Exploring the Data

Exploring the Data#

In this notebook, we’ll explore the dataset included with Herculano-Houzel et al. (2015) “Mammalian Brains Are Made of These”.

import pandas as pd
import numpy as np
import matplotlib.pyplot as plt
%config InlineBackend.figure_format = 'retina'

import seaborn as sns

# Get the data from the "raw" version of the file hosted on our GitHub
!wget https://raw.githubusercontent.com/NeuralDataScience/NeuralDataScience.github.io/refs/heads/master/Data/species_brainmass_neurons.csv

# Open the csv and assign to a dataframe called "data"
data = pd.read_csv('species_brainmass_neurons.csv')
data.head()
--2025-07-30 12:21:00--  https://raw.githubusercontent.com/NeuralDataScience/NeuralDataScience.github.io/refs/heads/master/Data/species_brainmass_neurons.csv
Resolving raw.githubusercontent.com (raw.githubusercontent.com)... 2606:50c0:8003::154, 2606:50c0:8002::154, 2606:50c0:8001::154, ...
Connecting to raw.githubusercontent.com (raw.githubusercontent.com)|2606:50c0:8003::154|:443... connected.
HTTP request sent, awaiting response... 
200 OK
Length: 3649 (3.6K) [text/plain]
Saving to: ‘species_brainmass_neurons.csv.1’

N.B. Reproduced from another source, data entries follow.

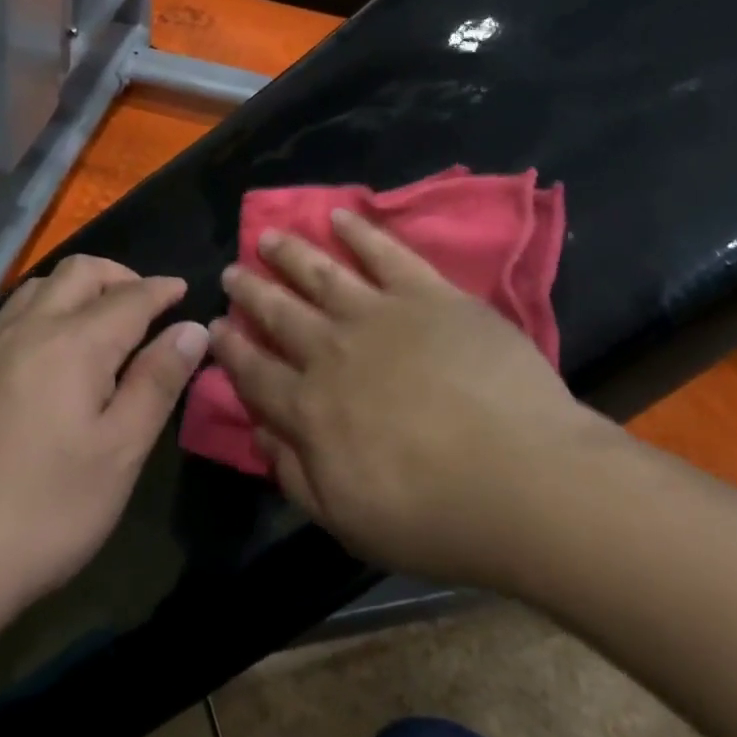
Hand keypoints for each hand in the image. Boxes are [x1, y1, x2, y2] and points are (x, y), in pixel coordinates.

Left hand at [0, 256, 206, 615]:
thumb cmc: (47, 510)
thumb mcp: (121, 451)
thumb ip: (158, 381)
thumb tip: (192, 329)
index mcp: (75, 344)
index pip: (130, 297)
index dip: (162, 289)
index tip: (185, 290)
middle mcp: (30, 329)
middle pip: (79, 272)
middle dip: (120, 276)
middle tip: (146, 306)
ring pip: (40, 286)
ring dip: (79, 287)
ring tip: (102, 322)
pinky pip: (14, 314)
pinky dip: (47, 308)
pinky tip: (53, 351)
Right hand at [210, 211, 621, 592]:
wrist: (522, 478)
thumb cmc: (435, 515)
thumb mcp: (347, 520)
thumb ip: (295, 474)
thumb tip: (258, 430)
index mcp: (311, 408)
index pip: (257, 372)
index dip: (232, 350)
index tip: (215, 326)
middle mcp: (333, 350)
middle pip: (280, 313)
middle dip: (251, 291)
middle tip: (231, 272)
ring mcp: (380, 314)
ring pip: (321, 273)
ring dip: (290, 253)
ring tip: (268, 236)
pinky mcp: (428, 293)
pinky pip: (385, 253)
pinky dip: (359, 232)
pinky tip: (340, 216)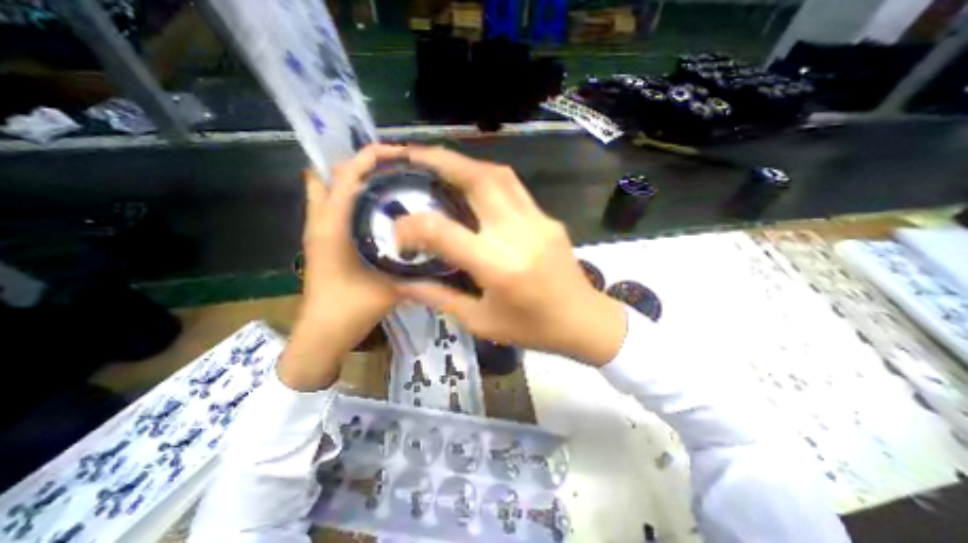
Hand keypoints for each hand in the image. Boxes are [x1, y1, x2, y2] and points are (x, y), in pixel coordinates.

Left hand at [278, 145, 404, 390]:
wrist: (323, 333)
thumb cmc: (351, 308)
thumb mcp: (390, 284)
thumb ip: (412, 264)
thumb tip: (438, 244)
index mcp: (333, 225)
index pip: (347, 174)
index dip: (371, 156)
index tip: (400, 154)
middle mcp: (321, 220)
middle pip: (335, 174)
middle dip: (363, 163)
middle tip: (397, 167)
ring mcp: (319, 229)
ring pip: (331, 189)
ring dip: (356, 178)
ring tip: (389, 180)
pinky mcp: (323, 240)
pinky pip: (335, 207)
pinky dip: (352, 197)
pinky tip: (378, 208)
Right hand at [392, 145, 626, 365]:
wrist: (584, 320)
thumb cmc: (532, 329)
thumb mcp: (481, 322)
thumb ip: (439, 297)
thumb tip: (401, 281)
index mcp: (499, 266)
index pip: (444, 231)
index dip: (412, 226)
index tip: (398, 232)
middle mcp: (518, 234)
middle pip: (478, 179)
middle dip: (441, 160)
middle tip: (413, 156)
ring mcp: (538, 221)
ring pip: (499, 174)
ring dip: (465, 163)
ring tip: (439, 162)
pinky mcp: (548, 218)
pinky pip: (513, 188)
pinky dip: (486, 179)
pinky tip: (471, 185)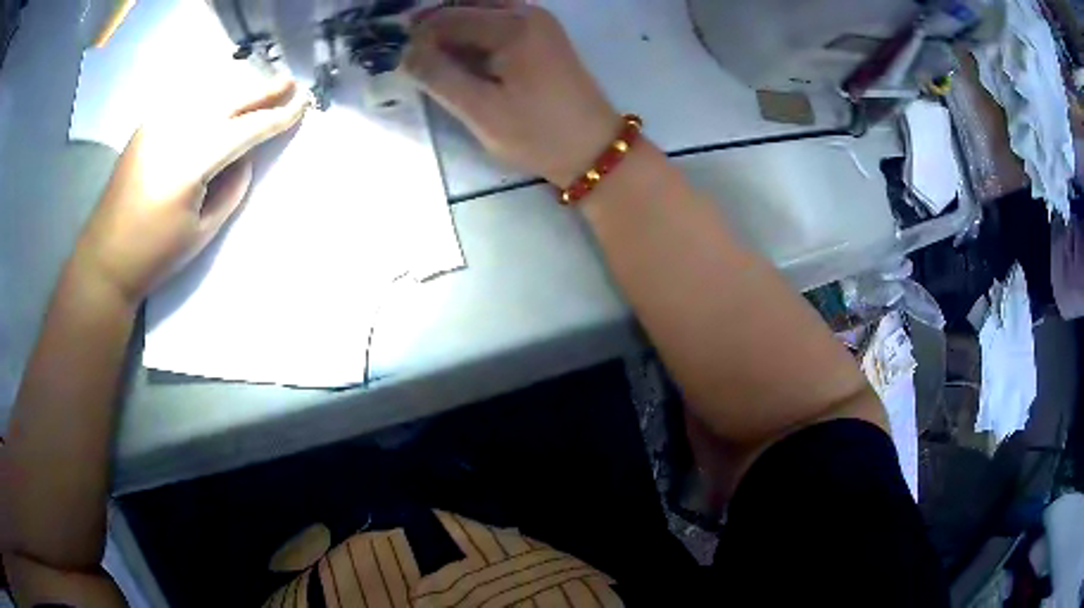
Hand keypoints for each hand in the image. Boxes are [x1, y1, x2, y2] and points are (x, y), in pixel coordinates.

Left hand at [75, 78, 309, 303]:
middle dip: (262, 91)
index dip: (276, 117)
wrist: (105, 258)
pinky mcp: (147, 126)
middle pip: (229, 101)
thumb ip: (231, 189)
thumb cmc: (155, 254)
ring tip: (261, 90)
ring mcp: (159, 124)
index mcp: (192, 162)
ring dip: (238, 92)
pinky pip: (187, 101)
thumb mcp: (202, 231)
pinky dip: (210, 98)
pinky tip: (221, 101)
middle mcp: (177, 131)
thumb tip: (246, 158)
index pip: (245, 129)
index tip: (303, 106)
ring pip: (209, 95)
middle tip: (290, 82)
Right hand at [405, 3, 619, 185]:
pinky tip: (460, 58)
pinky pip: (498, 23)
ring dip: (453, 30)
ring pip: (481, 12)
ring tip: (431, 59)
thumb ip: (438, 76)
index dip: (417, 35)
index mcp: (513, 25)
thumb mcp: (481, 110)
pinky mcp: (543, 37)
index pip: (448, 17)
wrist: (595, 151)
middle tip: (411, 55)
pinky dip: (473, 35)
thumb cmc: (538, 133)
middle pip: (465, 6)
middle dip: (434, 26)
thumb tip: (404, 52)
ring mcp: (539, 22)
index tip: (396, 58)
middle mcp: (527, 12)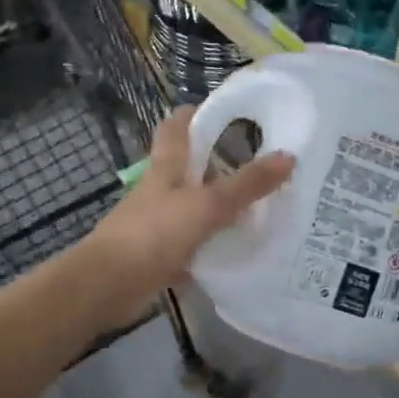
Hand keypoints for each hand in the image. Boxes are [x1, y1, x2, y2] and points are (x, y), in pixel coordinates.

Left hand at [89, 106, 294, 303]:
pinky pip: (192, 242)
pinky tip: (237, 249)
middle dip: (219, 164)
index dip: (196, 115)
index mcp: (166, 167)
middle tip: (259, 165)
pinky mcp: (158, 254)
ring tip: (259, 208)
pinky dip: (212, 243)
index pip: (176, 128)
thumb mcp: (207, 205)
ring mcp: (157, 223)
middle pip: (189, 168)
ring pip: (193, 206)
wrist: (108, 285)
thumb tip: (289, 156)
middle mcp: (159, 190)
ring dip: (219, 206)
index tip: (227, 113)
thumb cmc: (154, 233)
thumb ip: (247, 184)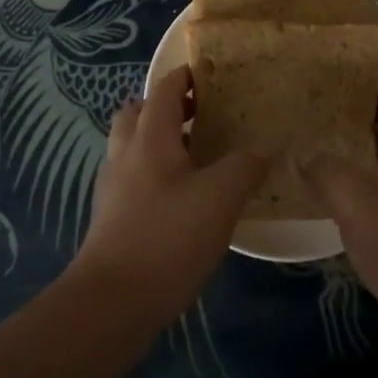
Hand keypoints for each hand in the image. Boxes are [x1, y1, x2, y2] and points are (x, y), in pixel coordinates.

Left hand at [70, 66, 268, 328]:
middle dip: (166, 107)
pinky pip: (132, 177)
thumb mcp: (220, 198)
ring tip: (196, 154)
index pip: (164, 90)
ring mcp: (114, 188)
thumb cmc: (167, 237)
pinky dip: (154, 172)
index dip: (185, 76)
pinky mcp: (111, 218)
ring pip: (132, 146)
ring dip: (158, 140)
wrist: (112, 303)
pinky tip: (182, 197)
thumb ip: (245, 165)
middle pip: (138, 113)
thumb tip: (266, 145)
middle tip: (202, 114)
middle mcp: (126, 154)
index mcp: (150, 138)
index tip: (211, 74)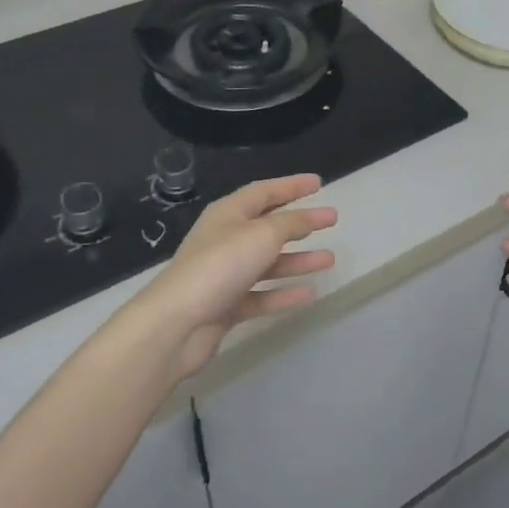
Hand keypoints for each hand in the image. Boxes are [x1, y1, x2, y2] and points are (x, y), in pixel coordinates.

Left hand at [128, 174, 336, 381]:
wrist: (177, 323)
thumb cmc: (220, 266)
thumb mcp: (261, 235)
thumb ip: (289, 224)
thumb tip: (307, 216)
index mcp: (228, 214)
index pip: (264, 192)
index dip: (291, 186)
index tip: (319, 183)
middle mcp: (225, 240)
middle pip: (268, 226)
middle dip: (301, 223)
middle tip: (332, 220)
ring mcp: (225, 275)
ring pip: (268, 263)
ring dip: (298, 260)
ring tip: (330, 259)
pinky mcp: (226, 306)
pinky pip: (261, 295)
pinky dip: (283, 294)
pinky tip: (309, 294)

          species_b   0%[                    ]       0  --.-KB/s               
species_brainmass_n 100%[===================>]   3.56K  --.-KB/s    in 0s      

2025-07-30 12:21:00 (8.51 MB/s) - ‘species_brainmass_neurons.csv.1’ saved [3649/3649]
Species Order cortex_mass_g Neurons Other_cells Neurons_mg Other_cells_mg Source
0 Sorex fumeus Eulipotyphla 0.084 9730000 9290000 116727 111754 Sarko et al., 2009
1 Mus musculus Glires 0.173 13688162 12061838 78672 68643 Herculano-Houzel et al., 2006
2 Blarina brevicauda Eulipotyphla 0.197 11876000 15820000 60214 80729 Sarko et al., 2009
3 Heterocephalus glaber Glires 0.184 6151875 8398125 33374 45894 Herculano-Houzel et al., 2011
4 Condylura cristata Eulipotyphla 0.420 17250000 32010000 40777 76995 Sarko et al., 2009

One of the first steps in data exploration is checking the shape of the dataset:

data.shape
(38, 8)
data.columns
Index(['Species', 'Order', 'cortex_mass_g', 'Neurons', 'Other_cells',
       'Neurons_mg', 'Other_cells_mg', 'Source'],
      dtype='object')
fig,ax = plt.subplots(1,2,figsize=(10,4))
sns.histplot(data['Neurons'],ax=ax[0])
sns.kdeplot(data['Neurons'],ax=ax[1])
plt.show()
sns.pairplot(data)
plt.show()
# Compute the cross correlation
corr = data.corr() 

# Create axes, colormap, and plot a heatmap
fig,ax = plt.subplots(1,1,figsize=(4,3))
cmap = sns.diverging_palette(230, 20, as_cmap=True)
sns.heatmap(corr,cmap=cmap,annot=True)

plt.show()
/var/folders/xf/zpnqd_3d3m77t0w3b54_8ls80000gp/T/ipykernel_88540/619943810.py:2: FutureWarning: The default value of numeric_only in DataFrame.corr is deprecated. In a future version, it will default to False. Select only valid columns or specify the value of numeric_only to silence this warning.
  corr = data.corr()
../_images/146076ef93b79b537ea58fb4f71ce2903246d7c44e673f255903bc95735afc18.png

Bonus Challenges#

  • Can you use the NCBI esearch tool to look up information about the Herculano-Houzel et al. 2015 paper for this dataset?